A formulary is a list of pharmaceutical drugs, often decided upon by a group of people, for various reasons such as insurance coverage or use at a medical facility. Traditionally, a formulary contained a collection of formulas for the compounding and testing of medication (a resource closer to what would be referred to as a pharmacopoeia today). Today, the main function of a prescription formulary is to specify particular medications that are approved to be prescribed at a particular hospital, in a particular health system, or under a particular health insurance policy. The development of prescription formularies is based on evaluations of efficacy, safety, and cost-effectiveness of drugs.

Depending on the individual formulary, it may also contain additional clinical information, such as side effects, contraindications, and doses.

By the turn of the millennium, 156 countries had national or provincial essential medicines lists and 135 countries had national treatment.

Australia
In Australia, where there is a public health care system, medications are subsidised under the Pharmaceutical Benefits Scheme (PBS) and medications that are available under the PBS and the indications for which they can be obtained under said scheme can be found in at least two places, the PBS webpage and the Australian Medicines Handbook.

United States

In the US, where a system of quasi-private healthcare is in place, a formulary is a list of prescription drugs available to enrollees, and a tiered formulary provides financial incentives for patients to select lower-cost drugs. For example, under a 3-tier formulary, the first tier typically includes generic drugs with the lowest cost sharing (e.g., 10% coinsurance), the second includes preferred brand-name drugs with higher cost sharing (e.g., 25%), and the third includes non-preferred brand-name drugs with the highest cost-sharing (e.g., 40%).

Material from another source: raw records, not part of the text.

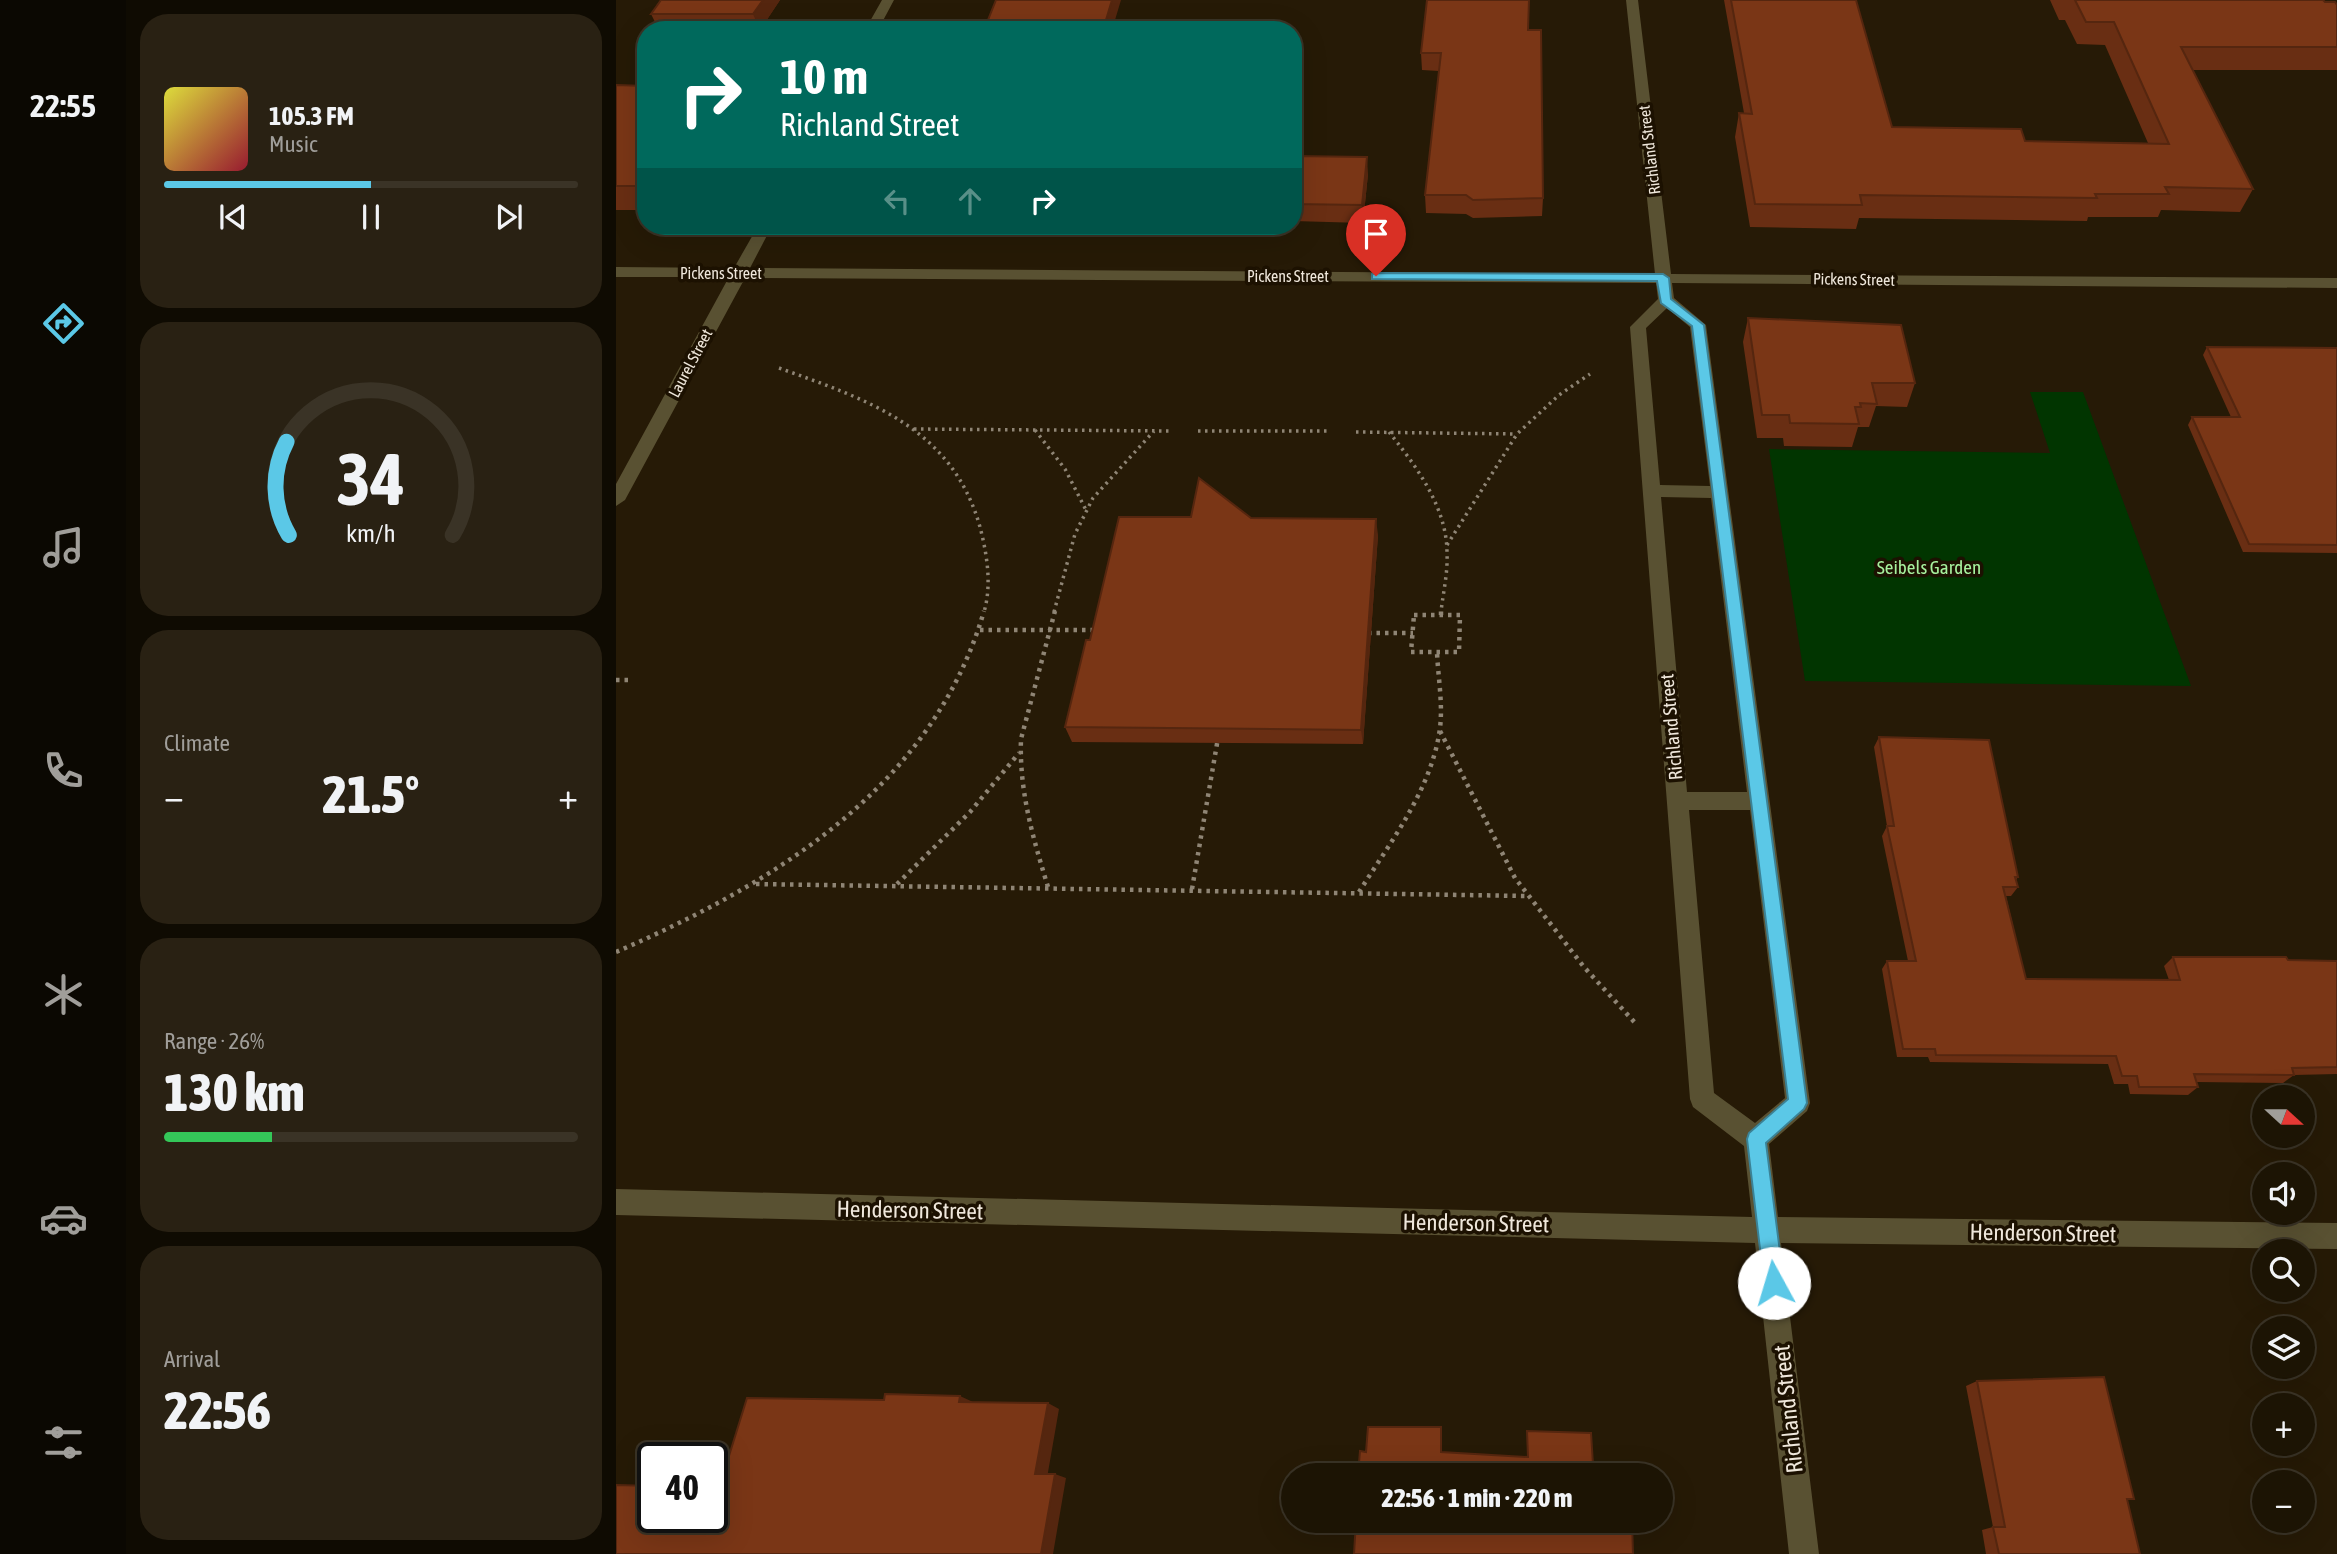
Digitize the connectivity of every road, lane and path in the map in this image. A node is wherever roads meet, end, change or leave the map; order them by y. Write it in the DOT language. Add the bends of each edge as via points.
graph roads {
  1 [pos="888,0"];
  2 [pos="1632,0"];
  3 [pos="877,21"];
  4 [pos="760,235"];
  5 [pos="616,272"];
  6 [pos="740,273"];
  7 [pos="1663,278"];
  8 [pos="2337,283"];
  9 [pos="1666,300"];
  10 [pos="779,368"];
  11 [pos="1590,374"];
  12 [pos="913,429"];
  13 [pos="1034,430"];
  14 [pos="1154,431"];
  15 [pos="1172,431"];
  16 [pos="1198,431"];
  17 [pos="1330,431"];
  18 [pos="1356,432"];
  19 [pos="1389,432"];
  20 [pos="1517,434"];
  21 [pos="1651,491"];
  22 [pos="1720,492"];
  23 [pos="616,500"];
  24 [pos="1086,510"];
  25 [pos="1447,545"];
  26 [pos="1441,615"];
  27 [pos="980,630"];
  28 [pos="1050,630"];
  29 [pos="1109,630"];
  30 [pos="1362,633"];
  31 [pos="1413,633"];
  32 [pos="1437,652"];
  33 [pos="616,680"];
  34 [pos="629,680"];
  35 [pos="1440,731"];
  36 [pos="1218,735"];
  37 [pos="1020,752"];
  38 [pos="1759,801"];
  39 [pos="1677,802"];
  40 [pos="755,884"];
  41 [pos="897,884"];
  42 [pos="1048,887"];
  43 [pos="1192,889"];
  44 [pos="1358,893"];
  45 [pos="1528,896"];
  46 [pos="616,952"];
  47 [pos="1637,1025"];
  48 [pos="1756,1139"];
  49 [pos="616,1202"];
  50 [pos="1768,1230"];
  51 [pos="2337,1236"];
  52 [pos="1804,1554"];
  1 -- 3 [label="street"];
  2 -- 7 [label="street, Richland Street"];
  4 -- 6 [label="street, Laurel Street"];
  5 -- 6 [label="street, Pickens Street"];
  6 -- 7 [label="street, Pickens Street"];
  6 -- 23 [label="street, Laurel Street"];
  7 -- 8 [label="street, Pickens Street"];
  7 -- 9 [label="street, Richland Street"];
  9 -- 21 [label="street, Richland Street" via="1638,327"];
  9 -- 22 [label="street" via="1698,325"];
  10 -- 12 [label="path" via="872,405"];
  11 -- 20 [label="path"];
  12 -- 13 [label="path"];
  12 -- 27 [label="path" via="956,473 985,536 988,596"];
  13 -- 14 [label="path"];
  13 -- 24 [label="path" via="1065,469"];
  14 -- 15 [label="path"];
  14 -- 24 [label="path"];
  16 -- 17 [label="path"];
  18 -- 19 [label="path"];
  19 -- 20 [label="path"];
  19 -- 25 [label="path" via="1433,497"];
  20 -- 25 [label="path"];
  21 -- 22 [label="street"];
  21 -- 39 [label="street, Richland Street"];
  22 -- 38 [label="street"];
  24 -- 28 [label="path" via="1075,534"];
  25 -- 26 [label="path"];
  26 -- 31 [label="path" via="1414,615"];
  26 -- 32 [label="path" via="1460,615 1459,652"];
  27 -- 28 [label="path"];
  27 -- 40 [label="path" via="948,702 906,757 839,822"];
  28 -- 29 [label="path"];
  28 -- 37 [label="path"];
  30 -- 31 [label="path"];
  31 -- 32 [label="path" via="1411,652"];
  32 -- 35 [label="path"];
  33 -- 34 [label="path"];
  35 -- 44 [label="path" via="1431,765 1415,797"];
  35 -- 45 [label="path"];
  36 -- 43 [label="path"];
  37 -- 41 [label="path" via="970,812"];
  37 -- 42 [label="path" via="1021,796"];
  38 -- 39 [label="street"];
  38 -- 48 [label="street" via="1798,1103"];
  39 -- 48 [label="street, Richland Street" via="1702,1099"];
  40 -- 41 [label="path"];
  40 -- 46 [label="path"];
  41 -- 42 [label="path"];
  42 -- 43 [label="path"];
  43 -- 44 [label="path"];
  44 -- 45 [label="path"];
  45 -- 47 [label="path"];
  48 -- 50 [label="street, Richland Street"];
  49 -- 50 [label="street, Henderson Street"];
  50 -- 51 [label="street, Henderson Street"];
  50 -- 52 [label="street, Richland Street"];
}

When used appropriately, formularies can help manage drug costs imposed on the insurance policy. However, for drugs that are not on formulary, patients must pay a larger percentage of the cost of the drug, sometimes 100%. Formularies vary between drug plans and differ in the breadth of drugs covered and costs of co-pay and premiums. Most formularies cover at least one drug in each drug class, and encourage generic substitution (also known as a preferred drug list). Formularies have shown to cause issues in hospitals when patients are discharged when not aligned with outpatient drug insurance plans.

United Kingdom
In the UK, the National Health Service (NHS) provides publicly funded universal health care, financed by national health insurance. Here, formularies exist to specify which drugs are available on the NHS. The two main reference sources providing this information are the British National Formulary (BNF) and the Drug Tariff. There is a section in the Drug Tariff, known unofficially as the "Blacklist", detailing medicines which are not to be prescribed under the NHS and must be paid for privately by the patient. Recommendations for additions to the NHS formulary are provided by the National Institute for Health and Care Excellence.

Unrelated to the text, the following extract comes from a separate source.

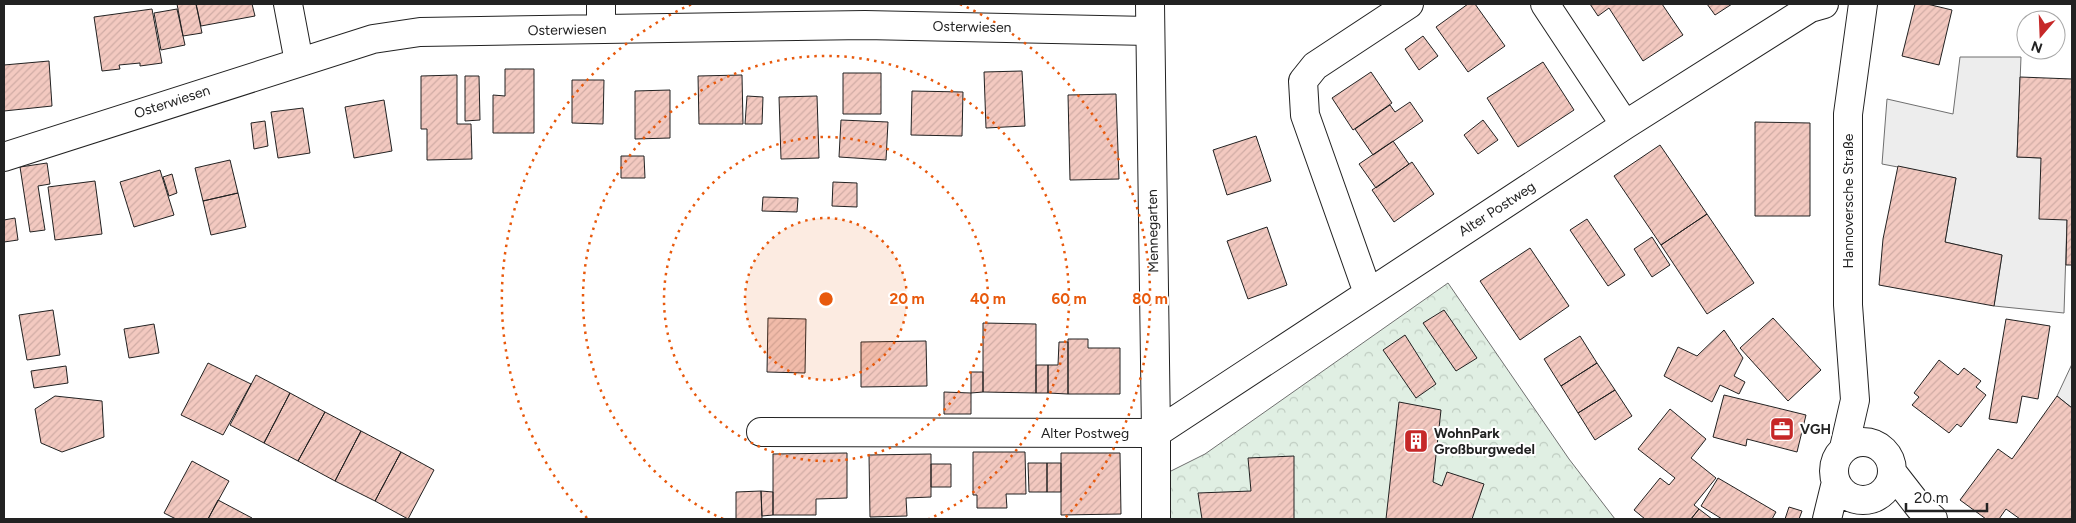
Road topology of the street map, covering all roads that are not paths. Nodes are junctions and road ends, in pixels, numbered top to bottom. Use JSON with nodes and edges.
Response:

In addition to this, local NHS hospital trusts and Primary Care (General Practitioners) Clinical Commissioning Groups (CCGs), produce their own lists of medicines deemed preferable for prescribing within their locality or organisation; such lists are usually a subset of the more comprehensive BNF. These formularies are not absolutely binding, and physicians may prescribe a non-formulary medicine if they consider it necessary and justifiable. Often, these local formularies are shared between a Primary Care Organisation (PCO) and hospitals within that PCO's jurisdiction, in order to facilitate the procedure of transferring a patient from primary care to secondary care, thus causing fewer "interfacing" issues in the process.

As in the United States, the NHS actively encourages prescribing of generic drugs, in order to save more of the budget allocated to them by the Department of Health.

National formulary
A national formulary contains a list of medicines that are approved for prescription throughout the country, indicating which products are interchangeable. It includes key information on the composition, description, selection, prescribing, dispensing and administration of medicines. Those drugs considered less suitable for prescribing are clearly identified.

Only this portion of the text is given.